11) Le rapport du CCNE, tout en m’ayant beaucoup intéressé et stimulé, me laisse plus perplexe après sa lecture qu’avant. Je n’y ai pas trouvé d’arguments ramenant la pratique d’un clonage humain à une violation de l’impératif catégorique.

[R-16] Dans le domaine général de l’intervention de la technique dans la reproduction humaine (la contraception, l’avortement, les procréations médicalement assistées et le clonage), donc pour tout ce qui concerne la difficile question : à partir de quand a-t-on affaire à une personne, il me paraît très dangereux de relier humaine nature et reproduction sexuée car on pourrait facilement dériver vers un lien entre humaine nature et reproduction naturelle et condamner à ce titre les procréations médicalement assistées, l’avortement et la contraception.

[R-17] Enfin la question de l’utilisation médicale du clonage ne me semble pas non plus si évidente. Le paragraphe sur les "prétendues applications médicales" (p34) ne mélange-t-il pas clonage reproductif et clonage non reproductif. Si la mise au monde d’êtres humains à des fins médicales est clairement inacceptable, en revanche la question de la production de cellules immuno-compatibles relève du clonage non reproductif. Dans ce cas, on n’envisage pas de produire un être humain, contrairement, me semble-t-il, à ce que dit le rapport. La question de la production de cellules immuno-compatibles reste donc ouverte, car si d’un autre coté l’avortement est légal, n’est-ce pas que l’embryon n’est pas considéré comme une personne. Or, si l’embryon n’est pas une personne, c’est un moyen, et alors pourquoi ne pourrait-il pas être utilisé à des fins médicales ? Si cette question n’est pas traitée c’est parce que, si je comprends bien, "la création de novo d’embryons humains en dehors d’un projet parental et aux seules fins de recherche a été interdite par la loi" (p30). Le problème ne devrait-il pas être rendu plus concret ? Ces cellules immuno-compatibles pourraient soient venir d’un embryon jumeau produit par clonage synchrone avec fécondation sexuée (création ex vivo de jumeau ou transfert de noyaux embryonnaires) et congelé jusqu’à leur éventuelle utilisation, soit provenir d’un clonage asynchrone sans fécondation sexuée, le clonage de la personne étant décidé par exemple au moment d’un besoin médical. Il me semble que cette dernière possibilité, la plus réaliste, est en fait la seule application médicale pensable avec l’expérience Dolly. Mais alors, la notion de projet parental (de couple) a beaucoup moins de sens et la fin n’est plus la recherche mais la médecine. Je souhaiterai donc trouver des arguments qui justifient l’interdiction de cette possibilité.

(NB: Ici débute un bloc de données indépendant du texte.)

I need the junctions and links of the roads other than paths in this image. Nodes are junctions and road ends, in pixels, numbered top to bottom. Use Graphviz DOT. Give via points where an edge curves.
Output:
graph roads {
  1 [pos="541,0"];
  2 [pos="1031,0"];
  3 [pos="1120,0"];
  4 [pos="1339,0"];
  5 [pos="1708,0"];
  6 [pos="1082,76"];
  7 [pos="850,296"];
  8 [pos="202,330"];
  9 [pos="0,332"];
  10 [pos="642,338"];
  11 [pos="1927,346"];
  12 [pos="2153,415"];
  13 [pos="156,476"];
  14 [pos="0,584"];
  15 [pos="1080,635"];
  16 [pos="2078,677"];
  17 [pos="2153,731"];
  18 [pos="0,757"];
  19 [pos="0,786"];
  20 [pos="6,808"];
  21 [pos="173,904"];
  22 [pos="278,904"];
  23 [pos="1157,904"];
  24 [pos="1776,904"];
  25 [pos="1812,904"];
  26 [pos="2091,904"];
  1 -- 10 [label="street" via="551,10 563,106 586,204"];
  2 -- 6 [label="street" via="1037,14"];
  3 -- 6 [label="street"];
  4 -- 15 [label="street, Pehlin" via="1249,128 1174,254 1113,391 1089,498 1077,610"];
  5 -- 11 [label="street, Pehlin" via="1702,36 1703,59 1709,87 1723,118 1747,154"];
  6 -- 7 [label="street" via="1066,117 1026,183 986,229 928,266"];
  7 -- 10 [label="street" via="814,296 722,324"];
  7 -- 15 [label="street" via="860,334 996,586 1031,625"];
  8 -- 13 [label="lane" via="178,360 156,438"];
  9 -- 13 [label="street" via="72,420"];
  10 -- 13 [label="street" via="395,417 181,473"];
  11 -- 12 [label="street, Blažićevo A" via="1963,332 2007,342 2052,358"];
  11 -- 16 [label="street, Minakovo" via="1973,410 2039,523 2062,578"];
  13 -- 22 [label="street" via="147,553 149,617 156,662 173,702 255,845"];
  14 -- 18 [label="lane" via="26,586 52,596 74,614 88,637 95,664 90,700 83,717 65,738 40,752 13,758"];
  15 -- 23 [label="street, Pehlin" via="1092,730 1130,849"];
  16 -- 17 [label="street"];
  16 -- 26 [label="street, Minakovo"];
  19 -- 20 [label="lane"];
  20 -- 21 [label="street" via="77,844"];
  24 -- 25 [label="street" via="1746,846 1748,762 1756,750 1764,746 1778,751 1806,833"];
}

12) Finalement ces réflexions m’amènent à la formulation de ce qui me semble être les deux questions essentielles posées par l’expérience Dolly : 1) Si l’élargissement des possibilités de la reproduction humaine est possible, jusqu’où doit-il être réel ? 2) Peut-on justifier la production d’un embryon-clone à des fins thérapeutiques ?

13) J’avoue qu’en finissant ces commentaires, je suis un peu effrayé par mes audaces d’autant que le CCNE écrit à la fin de ses considérations éthiques que le clonage "ne peut que susciter une condamnation éthique véhémente, catégorique et définitive" (p36). J’admire la certitude avec laquelle les membres du groupe de travail sont capables de formuler une définitive condamnation morale, mais je me rassure en relisant les propos enthousiastes de F. Jacob (Le Figaro, 17/02/1997) : « Pendant longtemps, on a essayé d’avoir du plaisir sans enfant. Avec la fécondation in vitro, on a des enfants sans plaisir. Et maintenant, on arrive à faire des enfants sans plaisir ni spermatozoïdes ! Peut-être aura-t-on la paix dans le monde... »

Notes :

* : La Réponse au Président de la République est un rapport du Comité Consultatif National d’Ethique pour les Sciences de la Vie et de la Santé, publié dans le n° 12 des Cahiers du CCNE en avril 1997.